What to work on: Without the pictures, output the records below word for word.

------ Information supplied

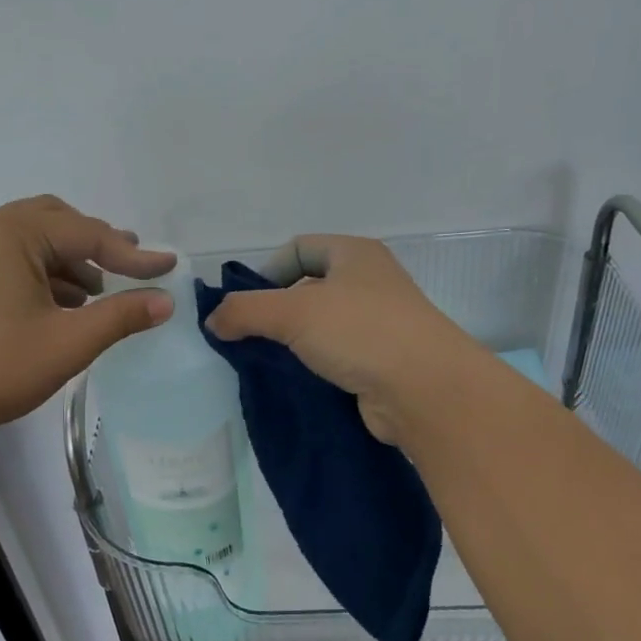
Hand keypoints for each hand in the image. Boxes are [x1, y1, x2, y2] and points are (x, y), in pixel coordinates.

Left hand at [0, 196, 176, 452]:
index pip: (87, 233)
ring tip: (99, 292)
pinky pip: (7, 259)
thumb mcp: (67, 342)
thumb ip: (120, 316)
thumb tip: (165, 301)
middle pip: (55, 222)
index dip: (133, 253)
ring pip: (30, 241)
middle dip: (96, 244)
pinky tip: (59, 305)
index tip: (169, 266)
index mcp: (11, 232)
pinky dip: (40, 274)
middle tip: (130, 266)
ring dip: (68, 261)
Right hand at [203, 235, 487, 444]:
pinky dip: (311, 366)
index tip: (244, 304)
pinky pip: (334, 356)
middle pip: (307, 288)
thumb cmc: (361, 332)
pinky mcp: (380, 362)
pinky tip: (293, 382)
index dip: (266, 271)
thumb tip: (214, 321)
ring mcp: (379, 324)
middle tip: (247, 337)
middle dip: (274, 311)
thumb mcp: (292, 312)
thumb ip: (244, 310)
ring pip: (320, 326)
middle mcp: (369, 282)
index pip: (298, 248)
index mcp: (355, 254)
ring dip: (291, 342)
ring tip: (264, 363)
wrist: (427, 391)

------------

Answer to the problem:
Hand keypoints for each hand in the image. Boxes are [x1, y1, x2, y2] and points are (x, y), in pixel coordinates.

Left hand at [0, 196, 176, 452]:
index pip: (87, 233)
ring tip: (99, 292)
pinky pip: (7, 259)
thumb mcp: (67, 342)
thumb ip: (120, 316)
thumb tip: (165, 301)
middle pip: (55, 222)
index dip: (133, 253)
ring pip: (30, 241)
middle dip: (96, 244)
pinky tip: (59, 305)
index tip: (169, 266)
index mcp: (11, 232)
pinky dip: (40, 274)
middle tip: (130, 266)
ring dip: (68, 261)
Right hand at [203, 235, 487, 444]:
pinky dip: (311, 366)
index tip: (244, 304)
pinky pip: (334, 356)
middle pip: (307, 288)
thumb cmc: (361, 332)
pinky mcp: (380, 362)
pinky tip: (293, 382)
index dip: (266, 271)
thumb tip: (214, 321)
ring mcp: (379, 324)
middle tip: (247, 337)
middle dip: (274, 311)
thumb mcp: (292, 312)
thumb ip: (244, 310)
ring pip: (320, 326)
middle mcp: (369, 282)
index pip: (298, 248)
index mcp: (355, 254)
ring dip: (291, 342)
ring tip: (264, 363)
wrist: (427, 391)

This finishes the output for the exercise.